Let me begin by clarifying that we do not see this change as an effort to fix the market. Instead, we view it as a prudent approach to managing our assets and ensuring cash flow generation for our shareholders. We believe that one company cannot resolve market issues, so our focus is solely on what is best for our company and shareholders each day. When it comes to hedging, we distinguish it from our capital deployment decisions. Hedges are linked to our historical capital deployment and provide financial protection for paper gains and losses, but they should not distract us from the supply-demand fundamentals that affect the pricing of the physical product we sell daily. The decision we've made today is entirely focused on our productive capacity, which we've invested in throughout 2023. Currently, the market indicates that there is little need for our gas, and we have the flexibility to defer its delivery until demand increases. We evaluated various scenarios, including potentially more substantial cuts to our capital program, but we concluded that such choices would lead to significant impacts on our 2025 production, which we do not think is wise given current fundamentals. We anticipate a notable increase in demand by 2025 as additional LNG capacity becomes operational and as domestic demand for natural gas grows. We also expect improvements in supply dynamics by then, considering the significant capital cuts across the industry last summer, the effects of which have yet to materialize. The cycle of capital and supply can take 12 to 18 months, and the maximum supply to the market was observed last fall, with ongoing effects today. The increases in capital expenditures associated with that supply response began in the summer of 2022 and continued into early 2023 until major reductions occurred in mid-2023. The time lag for capital expenditure decisions is substantial, and we aim to respond effectively to current market conditions while recognizing that capital decisions have lasting impacts. Therefore, halting certain wells can have an immediate effect on our resource economics.

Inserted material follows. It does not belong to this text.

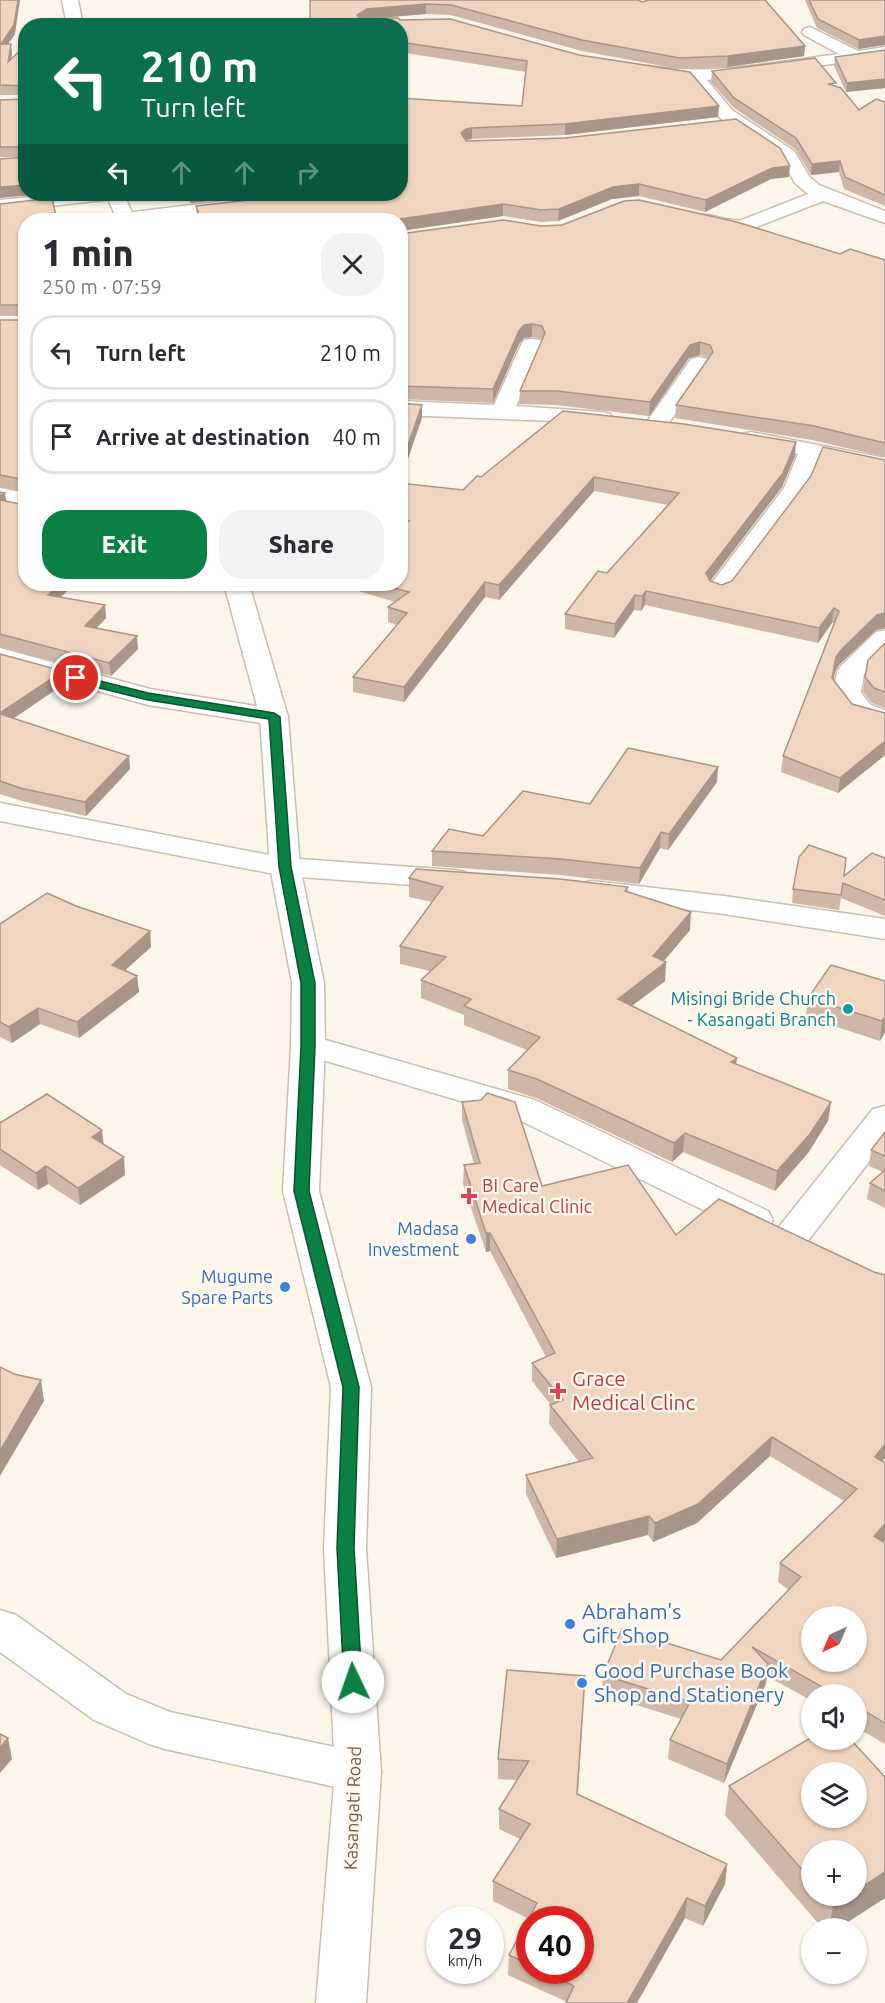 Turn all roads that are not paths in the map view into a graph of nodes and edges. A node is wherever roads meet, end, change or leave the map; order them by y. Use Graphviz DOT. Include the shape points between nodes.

And then maybe as a follow-up question for Josh. Just curious how we should be thinking about the outlook for 2025? I know it's still a long ways off. But trying to think through how long it might take you to get back to more of a maintenance program as it relates to your rigs and your frac fleets? And then effectively, is it still fair to think about the timing being from about six months from when a rig hits the ground to when we should be expecting production to turn-in-line? I know you've got, obviously, the deferred TILs. But just thinking about kind of the base program, how that might progress over the next 12 to 18 months and what we need to see maybe fundamentally to start to pick back up towards the maintenance level on the base program?

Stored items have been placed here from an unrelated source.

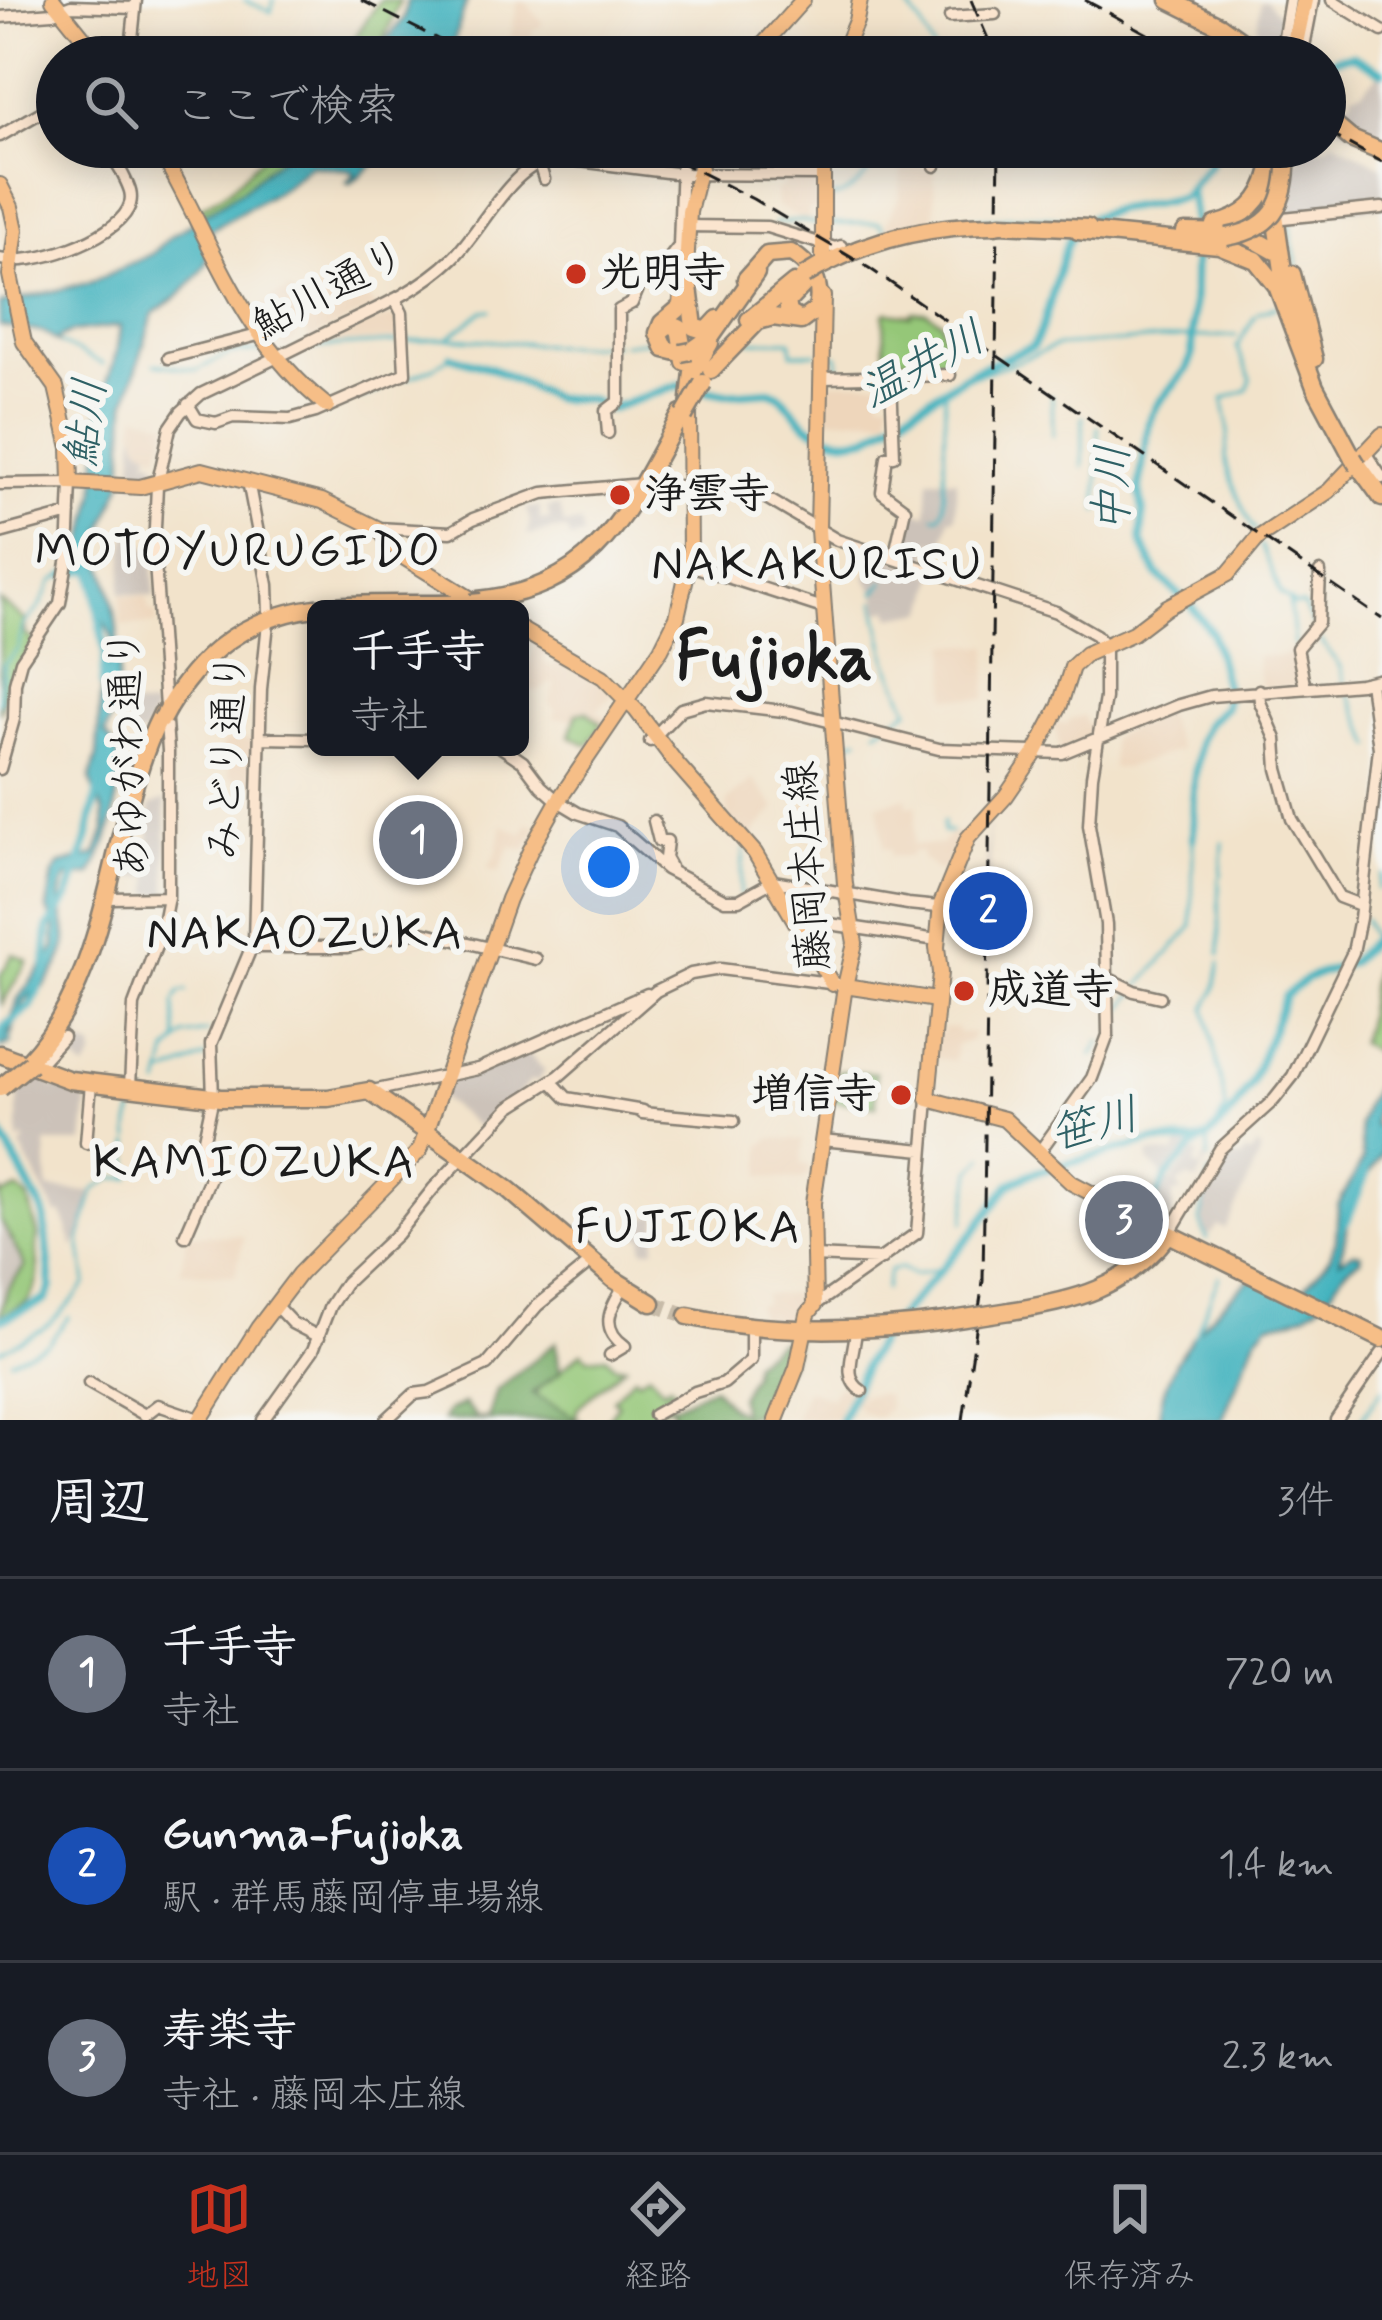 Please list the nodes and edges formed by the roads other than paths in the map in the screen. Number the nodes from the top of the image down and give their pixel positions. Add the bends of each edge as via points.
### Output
1 (801, 0) edge
2 (860, 0) edge
3 (1169, 0) edge
4 (1303, 0) edge
5 (1332, 0) edge
6 (58, 4) edge
7 (135, 4) edge
8 (995, 14) dead end
9 (0, 16) edge
10 (950, 17) dead end
11 (1382, 31) edge
12 (83, 36) edge
13 (132, 36) edge
14 (769, 36) edge
15 (850, 36) edge
16 (1235, 36) edge
17 (1285, 36) edge
18 (1297, 36) edge
19 (36, 115) edge
20 (1346, 135) edge
21 (0, 136) edge
22 (1382, 152) edge
23 (125, 168) edge
24 (169, 168) edge
25 (525, 168) edge
26 (541, 168) edge
27 (640, 168) edge
28 (687, 168) edge
29 (694, 168) edge
30 (823, 168) edge
31 (1271, 168) edge
32 (1278, 168) edge
33 (1280, 168) edge
34 (691, 174) junction
35 (823, 175) junction
36 (544, 179) dead end
37 (0, 185) edge
38 (1382, 208) edge
39 (1279, 218) junction
40 (684, 225) junction
41 (1121, 232) junction
42 (885, 241) junction
43 (841, 246) dead end
44 (1275, 251) dead end
45 (782, 254) junction
46 (6, 260) edge
47 (816, 269) junction
48 (685, 271) junction
49 (1291, 273) dead end
50 (741, 287) junction
51 (395, 299) junction
52 (695, 305) dead end
53 (741, 328) junction
54 (258, 335) junction
55 (168, 358) dead end
56 (274, 358) junction
57 (691, 373) junction
58 (950, 375) dead end
59 (824, 378) junction
60 (891, 378) junction
61 (188, 404) junction
62 (327, 406) junction
63 (685, 413) junction
64 (608, 433) dead end
65 (1343, 433) junction
66 (1382, 435) edge
67 (1365, 469) edge
68 (248, 482) junction
69 (72, 483) junction
70 (157, 483) junction
71 (0, 484) edge
72 (690, 486) junction
73 (70, 514) junction
74 (377, 528) junction
75 (818, 530) junction
76 (0, 533) edge
77 (894, 558) junction
78 (688, 564) junction
79 (1320, 572) dead end
80 (333, 600) edge
81 (373, 600) edge
82 (472, 600) edge
83 (489, 600) edge
84 (307, 606) edge
85 (823, 606) junction
86 (529, 634) edge
87 (1105, 646) junction
88 (798, 664) dead end
89 (828, 664) junction
90 (1376, 680) edge
91 (1305, 688) junction
92 (1259, 690) junction
93 (626, 698) junction
94 (166, 712) junction
95 (832, 722) junction
96 (260, 738) junction
97 (307, 739) edge
98 (653, 739) junction
99 (1096, 741) junction
100 (1034, 755) junction
101 (516, 756) edge
102 (0, 770) edge
103 (557, 800) junction
104 (654, 821) dead end
105 (668, 870) junction
106 (773, 881) junction
107 (847, 895) junction
108 (168, 897) junction
109 (112, 898) dead end
110 (1360, 905) junction
111 (940, 909) junction
112 (980, 911) dead end
113 (796, 919) junction
114 (854, 928) junction
115 (937, 940) junction
116 (252, 947) junction
117 (489, 950) junction
118 (536, 959) dead end
119 (1106, 978) junction
120 (838, 985) junction
121 (656, 991) junction
122 (1160, 997) dead end
123 (936, 1000) junction
124 (63, 1037) dead end
125 (22, 1061) edge
126 (445, 1077) junction
127 (551, 1081) junction
128 (91, 1083) junction
129 (0, 1086) edge
130 (130, 1086) junction
131 (369, 1091) junction
132 (213, 1097) junction
133 (928, 1099) junction
134 (734, 1120) dead end
135 (426, 1131) junction
136 (821, 1140) junction
137 (86, 1142) dead end
138 (923, 1150) junction
139 (1039, 1150) junction
140 (464, 1157) junction
141 (1168, 1234) junction
142 (185, 1236) dead end
143 (813, 1256) junction
144 (882, 1259) junction
145 (592, 1261) junction
146 (624, 1286) junction
147 (652, 1303) tunnel mouth
148 (274, 1305) junction
149 (815, 1305) junction
150 (688, 1316) tunnel mouth
151 (751, 1324) junction
152 (805, 1327) junction
153 (856, 1328) junction
154 (319, 1336) junction
155 (1382, 1339) edge
156 (1382, 1352) edge
157 (610, 1355) dead end
158 (88, 1383) dead end
159 (857, 1388) dead end
160 (654, 1415) dead end
161 (200, 1420) edge
162 (263, 1420) edge
163 (386, 1420) edge
164 (776, 1420) edge
165 (1336, 1420) edge

1 - 14 main road
2 - 15 main road
3 - 16 highway
4 - 17 street
4 - 18 highway
5 - 11 street
6 - 7 street
6 - 9 street
6 - 12 main road
7 - 13 street
8 - 10 street
19 - 21 street
20 - 22 highway
23 - 46 street via 131,193 122,217 61,255
24 - 54 main road
25 - 51 street, 鮎川通り via 456,255
26 - 36 street
27 - 34 street
28 - 34 street
29 - 34 main road
30 - 35 main road, 藤岡本庄線
31 - 41 highway via 1265,188 1239,216
32 - 39 highway
33 - 41 highway, bridge via 1284,193 1253,230 1226,237
34 - 35 street
34 - 40 main road
35 - 47 main road, 藤岡本庄線
37 - 46 main road via 16,230
38 - 39 street
39 - 65 highway via 1300,327
39 - 67 highway via 1300,343 1326,407
40 - 47 street via 766,227
40 - 48 main road
40 - 64 street via 676,252 619,310 619,401 608,408
41 - 42 highway via 944,227
41 - 44 highway via 1233,231
41 - 67 highway via 1220,245 1260,264 1277,286 1315,387
42 - 45 highway via 822,257
42 - 47 highway
43 - 47 street
45 - 50 highway via 756,258
45 - 52 highway via 764,270 766,295 731,330 716,327
45 - 53 highway via 788,280
46 - 69 main road via 23,341 56,385
47 - 50 highway via 787,302 799,319 818,299 812,277 797,260 771,255
47 - 53 highway
47 - 57 highway
47 - 59 main road, 藤岡本庄線
48 - 50 highway via 697,330 709,330
48 - 57 main road
48 - 57 highway via 682,306 658,333
49 - 65 highway
50 - 57 highway
50 - 57 highway
50 - 57 highway via 767,255 791,253 815,278 817,309 801,321 758,320
51 - 56 street, 鮎川通り
51 - 62 street via 405,373
53 - 57 highway
54 - 55 street
54 - 56 main road
56 - 61 street, 鮎川通り
56 - 62 main road
57 - 63 highway, bridge
57 - 72 main road
58 - 60 street
59 - 60 street
59 - 75 main road, 藤岡本庄線
60 - 77 street via 894,456 887,458 883,492 905,509
61 - 62 street via 197,419 216,423 290,419
61 - 70 street via 165,438
63 - 72 main road
63 - 83 highway via 644,493 608,541 550,581
65 - 67 highway
66 - 67 main road
67 - 87 main road via 1258,538 1230,572
68 - 70 main road via 196,470
68 - 74 main road via 327,503
68 - 96 street, みどり通り via 268,586
69 - 70 main road
69 - 71 street
69 - 73 street
70 - 94 street, あゆがわ通り
72 - 74 street via 543,494 451,532
72 - 75 street via 756,492
72 - 78 main road
73 - 76 street
73 - 102 street via 56,613 18,671
74 - 82 main road via 405,558
75 - 77 street
75 - 85 main road, 藤岡本庄線
77 - 87 street via 1056,612
78 - 85 street
78 - 93 main road via 666,634
79 - 91 street via 1318,623 1297,649
80 - 81 highway
84 - 94 highway via 250,624 213,650
85 - 89 main road, 藤岡本庄線
86 - 93 main road
87 - 99 street
87 - 100 main road via 1072,667
88 - 89 street
89 - 95 main road, 藤岡本庄線
90 - 91 street
90 - 110 street via 1379,748
91 - 92 street
92 - 99 street via 1174,706
92 - 110 street via 1292,819 1339,897
93 - 98 main road
93 - 103 main road
94 - 108 street, あゆがわ通り
94 - 125 highway via 140,766 77,985 55,1028
95 - 98 street via 701,702 681,709
95 - 100 street via 928,747
95 - 107 main road, 藤岡本庄線
96 - 97 street
96 - 116 street, みどり通り
98 - 106 main road
99 - 100 street
99 - 119 street via 1087,835
100 - 111 main road via 968,838
101 - 103 street
103 - 105 street via 617,826
103 - 117 main road
104 - 105 street via 659,841 667,841
105 - 106 street via 725,901
106 - 107 street
106 - 113 main road
107 - 111 street
107 - 114 main road, 藤岡本庄線
108 - 109 street
108 - 130 street, あゆがわ通り via 136,998
110 - 141 street via 1346,966 1288,1083 1220,1149
111 - 112 street
111 - 115 main road
113 - 114 street
113 - 120 main road
114 - 115 street
114 - 120 main road, 藤岡本庄線
115 - 123 main road
116 - 117 street via 347,947 418,931
116 - 132 street, みどり通り via 212,1044
117 - 118 street
117 - 126 main road
119 - 122 street
119 - 139 street via 1100,1058
120 - 121 street via 720,969
120 - 123 main road, 藤岡本庄線
120 - 136 main road
121 - 126 street
121 - 127 street
123 - 133 main road
124 - 125 street
125 - 128 highway
125 - 129 highway, bridge
126 - 131 street
126 - 135 main road
127 - 134 street via 567,1098 642,1114
127 - 140 street via 510,1107
128 - 130 highway
128 - 137 street
130 - 132 highway
131 - 132 highway
131 - 135 highway
132 - 142 street, みどり通り via 203,1143 210,1181
133 - 138 street
133 - 139 main road via 1000,1117
135 - 140 highway
135 - 148 main road via 413,1160
136 - 138 street
136 - 143 main road
138 - 144 street via 917,1233
139 - 141 main road via 1081,1189
140 - 145 highway
140 - 154 street via 345,1283
141 - 153 highway, bridge via 1124,1275 1076,1300
141 - 155 highway
143 - 144 street
143 - 149 main road
144 - 149 street
145 - 146 highway
145 - 163 street via 537,1306 487,1365 416,1392
146 - 147 highway
146 - 157 street via 608,1322 625,1346
148 - 154 street
148 - 161 main road
149 - 152 main road
150 - 151 highway
151 - 152 highway
151 - 160 street via 749,1362 724,1383
152 - 153 highway
152 - 164 main road
153 - 159 street via 850,1374
154 - 162 street
156 - 165 street
158 - 161 street via 145,1415 158,1405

First of all, I mean, we clearly are looking for structural shifts in the demand side of the equation for us to be thinking about getting back up to some maintenance level of activity. But I think the way, again, that we would likely start to phase in activity is starting to activate our deferred TILs first. We then begin to activate our incremental frac crews, which would take us to a total of four frac crews across our business today, and then in the way we would think about any additional rig additions. So again, as we go down from five to four rigs in the Haynesville and then from four to three in the Marcellus is as we start to deplete the deferred completion inventory down to something that we would consider to be a more normal working level, we would then start to bring those rigs back. And you're absolutely right. As far as kind of a typical cycle time, you are looking at roughly six months from the time you add a rig to actually start seeing any meaningful production impact from those rigs.
And our next question comes from Nitin Kumar with Mizuho.
I want to start off, Nick, by discussing the framework you've put together. It seems like you're keeping a balance between Appalachia and Haynesville, as both are declining at similar rates and the mix remains consistent. Would it have been more effective to decrease Haynesville a bit more quickly? I'd appreciate any insights on that.
Well, just keep in mind that pricing is different in both of the assets. And so certainly today when the market is oversupplied, you're receiving quite a low value for gas and the Marcellus storage is quite full in the Northeast. And so we do see it prudent to reduce turn-in-lines in both basins to what is something pretty close to zero for the rest of the year. Good news is we can change that quickly if the market changes and shows us that the gas is needed and we can change that by region if there is a shortfall or improved market in the Northeast; we can change that separate and apart from the Haynesville. So we maintain full flexibility but we just see pretty similar market conditions in both places right now.
And then for my follow-up, you mentioned that one company cannot fix the market, but you're about to become much bigger somewhere in the second quarter. The size of this deferred TIL inventory that you're holding, I know you can't comment on Southwestern's plans. But is this the right size for just Chesapeake or do you think this could be the right size for a combined company down the road?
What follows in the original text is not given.